The private sector also serves as a "career alternative" for many, hiring bureaucrats and officials from the public sector who are either looking for a raise and stock options, or are looking to come out of retirement. These include people from the FBI, CIA, various state and federal departments of corrections, sheriffs, and even former attorney generals.
And most importantly, public officials profit from prison privatization as it allows them to act with less accountability to the public, allowing prisons to be built without passing prison bonds for the public to vote on, and not having to worry how one will budget their inflammatory and expensive tough-on-crime rhetoric.



Louisiana State Secretary of Corrections, Richard Stalder, cuts the ribbon to kick off the burgeoning 1999 American Correctional Association Trade Show.
________________________________________
DOES THIS MEAN THE PUBLIC PROFITS FROM PRIVATIZATION?
Although the predominant myths about PRIVATIZATION (whether of prisons or anything else) claim that privatization means tax savings for the public, it actually costs us more. Even though on paper a private agency or corporation may present a lower figure to do the same job, once that money has been taken out of the public's hands, it no longer remains ours.
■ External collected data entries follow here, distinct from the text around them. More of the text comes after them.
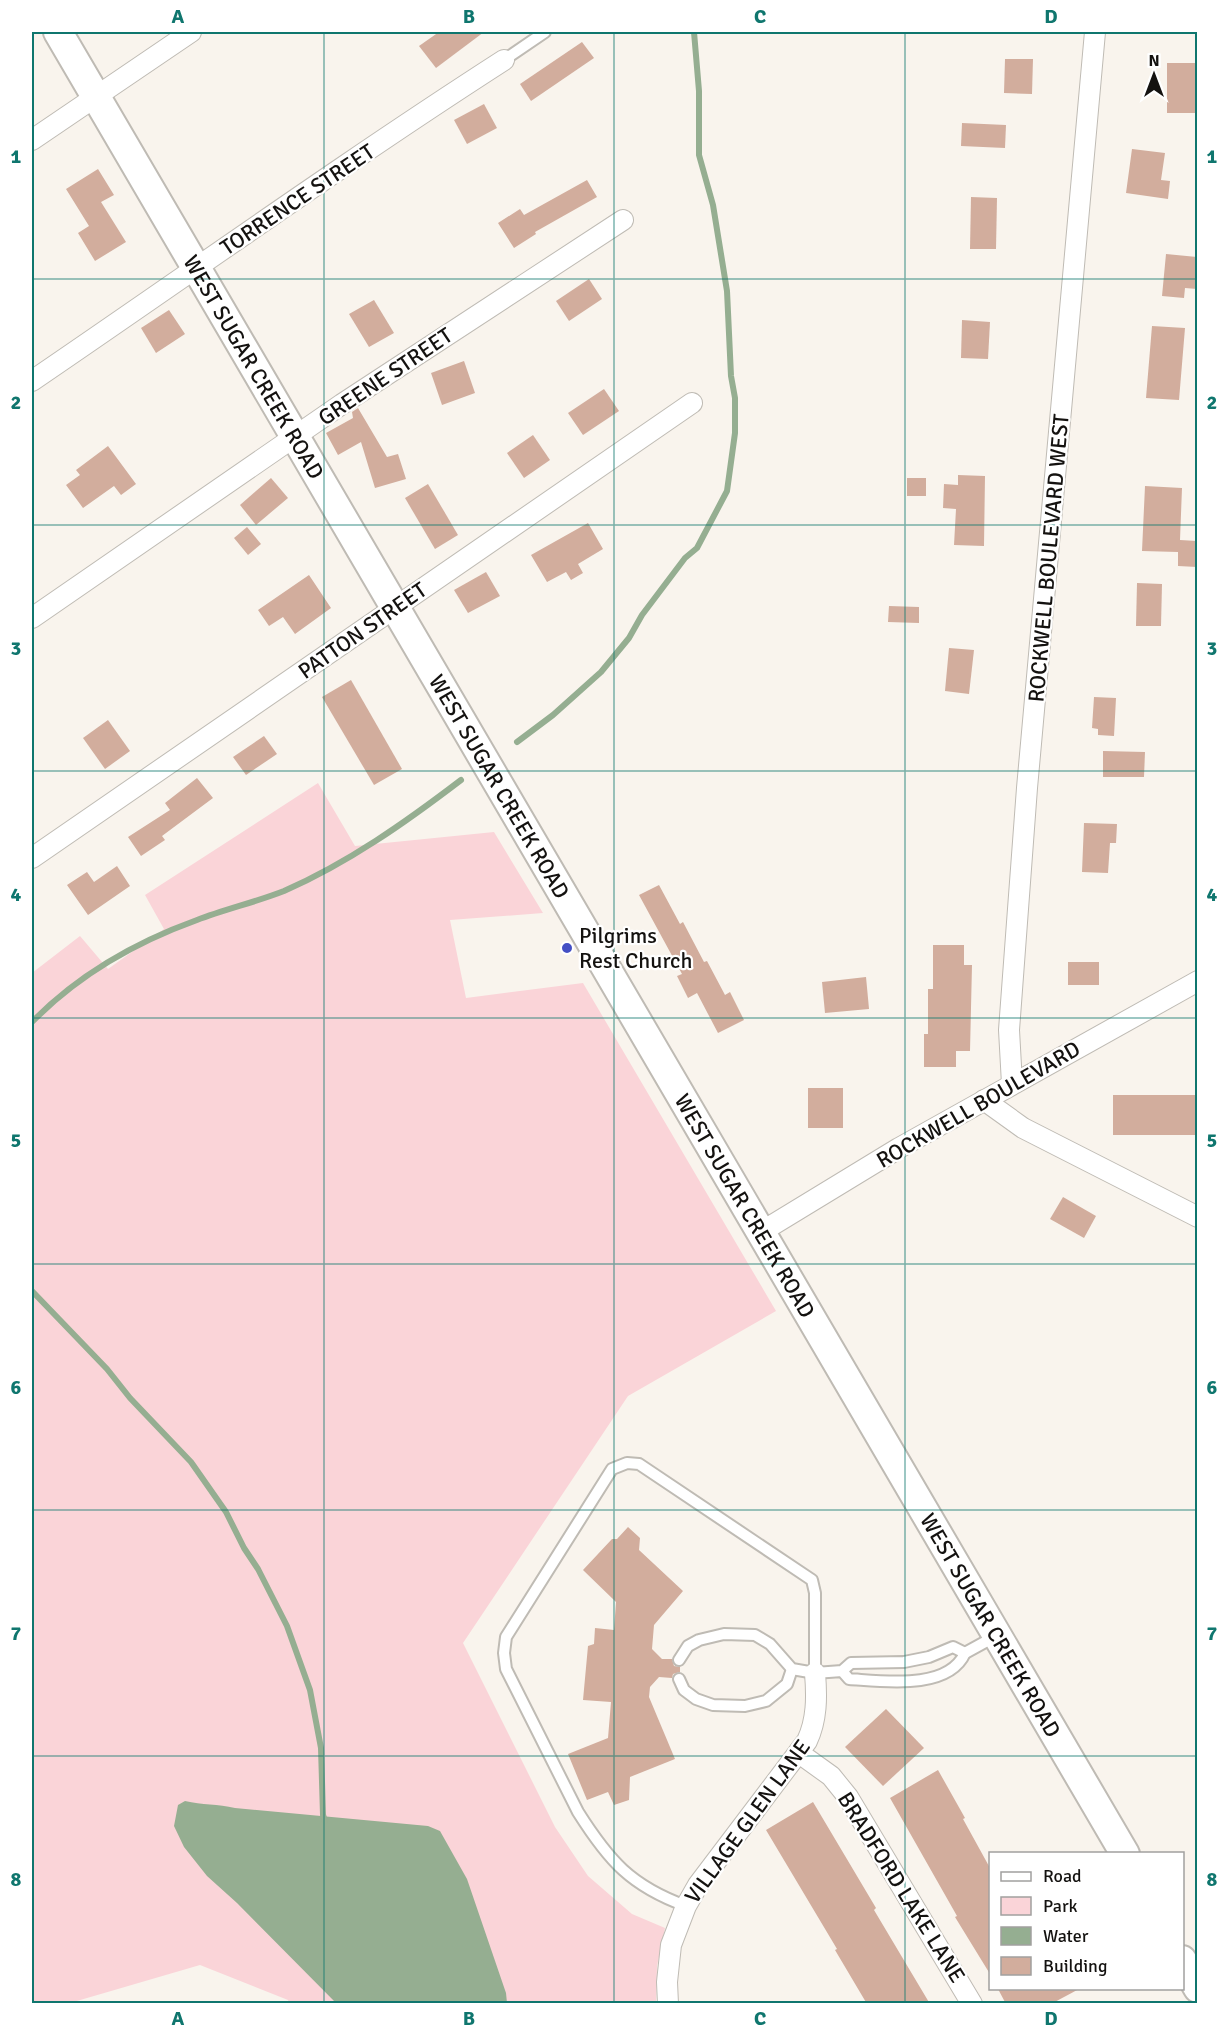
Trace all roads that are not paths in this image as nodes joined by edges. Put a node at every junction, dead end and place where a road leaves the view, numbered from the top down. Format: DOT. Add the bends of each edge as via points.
graph roads {
  1 [pos="58,32"];
  2 [pos="191,32"];
  3 [pos="545,32"];
  4 [pos="1095,32"];
  5 [pos="504,60"];
  6 [pos="95,97"];
  7 [pos="32,141"];
  8 [pos="623,220"];
  9 [pos="197,267"];
  10 [pos="32,381"];
  11 [pos="692,403"];
  12 [pos="295,436"];
  13 [pos="394,608"];
  14 [pos="32,618"];
  15 [pos="32,858"];
  16 [pos="1197,981"];
  17 [pos="1012,1084"];
  18 [pos="984,1100"];
  19 [pos="1197,1217"];
  20 [pos="761,1232"];
  21 [pos="998,1635"];
  22 [pos="964,1653"];
  23 [pos="679,1660"];
  24 [pos="792,1669"];
  25 [pos="842,1671"];
  26 [pos="815,1673"];
  27 [pos="679,1679"];
  28 [pos="799,1753"];
  29 [pos="1124,1852"];
  30 [pos="686,1906"];
  31 [pos="1184,1963"];
  32 [pos="1197,1988"];
  33 [pos="668,2004"];
  34 [pos="972,2004"];
  1 -- 6 [label="main road, WEST SUGAR CREEK ROAD"];
  2 -- 6 [label="street"];
  3 -- 5 [label="lane"];
  4 -- 17 [label="street, ROCKWELL BOULEVARD WEST" via="1027,788 1010,1030"];
  5 -- 9 [label="street, TORRENCE STREET"];
  6 -- 7 [label="street"];
  6 -- 9 [label="main road, WEST SUGAR CREEK ROAD"];
  8 -- 12 [label="street, GREENE STREET"];
  9 -- 10 [label="street, TORRENCE STREET"];
  9 -- 12 [label="main road, WEST SUGAR CREEK ROAD"];
  11 -- 13 [label="street, PATTON STREET"];
  12 -- 13 [label="main road, WEST SUGAR CREEK ROAD"];
  12 -- 14 [label="street, GREENE STREET"];
  13 -- 15 [label="street, PATTON STREET"];
  13 -- 20 [label="main road, WEST SUGAR CREEK ROAD"];
  16 -- 17 [label="street, ROCKWELL BOULEVARD"];
  17 -- 18 [label="street, ROCKWELL BOULEVARD"];
  18 -- 19 [label="street" via="1023,1128"];
  18 -- 20 [label="street, ROCKWELL BOULEVARD"];
  20 -- 21 [label="main road, WEST SUGAR CREEK ROAD"];
  21 -- 22 [label="lane"];
  21 -- 29 [label="main road, WEST SUGAR CREEK ROAD"];
  22 -- 25 [label="lane" via="953,1647 904,1662 851,1663"];
  22 -- 25 [label="lane" via="960,1664 922,1680 849,1679"];
  23 -- 24 [label="lane" via="688,1646 699,1640 724,1634 755,1635 770,1644"];
  24 -- 26 [label="lane"];
  24 -- 27 [label="lane" via="787,1684 766,1701 745,1706 713,1705 696,1699 684,1690"];
  25 -- 26 [label="lane"];
  26 -- 28 [label="street, VILLAGE GLEN LANE" via="814,1727"];
  26 -- 30 [label="lane" via="812,1580 639,1464 612,1468 506,1637 506,1669 592,1834 616,1865 638,1883"];
  28 -- 30 [label="street, VILLAGE GLEN LANE"];
  28 -- 34 [label="street, BRADFORD LAKE LANE" via="831,1776 848,1797"];
  30 -- 33 [label="street, VILLAGE GLEN LANE" via="671,1945"];
  31 -- 32 [label="main road"];
}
In the public sector, tax money tends to make more of itself, meaning that each public dollar paid through one social service will spend itself four to eight times more elsewhere within the public sector. Once public money goes into private hands however, that money stays there and is gone for good. This is especially true if we consider that privatization corporations are usually given handsome tax breaks and "incentives," in the form of what some people call "corporate welfare," which means we are even less likely to see that money again.
And finally, if we remember that the people who privatize are generally wealthy, this reminds us of an old story where the rich get richer and the poor get poorer -- where the hard earned tax money from each of us is funneled into the hands of the wealthy few for their own personal gain. While we each like to think we don't live in a society like that, today this is justified to us through the myth that "free markets" are the same thing as democracy; that if everything is privatized and ruled by the law of the dollar then democracy will be ensured.
Add this to the fact that prisons do not make us safer and are by far the most expensive way of dealing with what we call "crime," we suffer other costs as well. Social costs of broken families and communities -- of both victims and perpetrators; hidden financial costs like paying for the foster care of prisoners' children; what we will only pay again when a prisoner re-emerges more desperate, addicted, uneducated and disenfranchised than they went in; the vengeance our society seeks through prisons and punishment will cost us twice the price of ensuring true equality, opportunity and social health at the roots of our society.
The PRIVATIZATION OF PRISONS is but one case in which a few people exploit our society's larger problems for their own gain, at a cost we all bare and get little in return.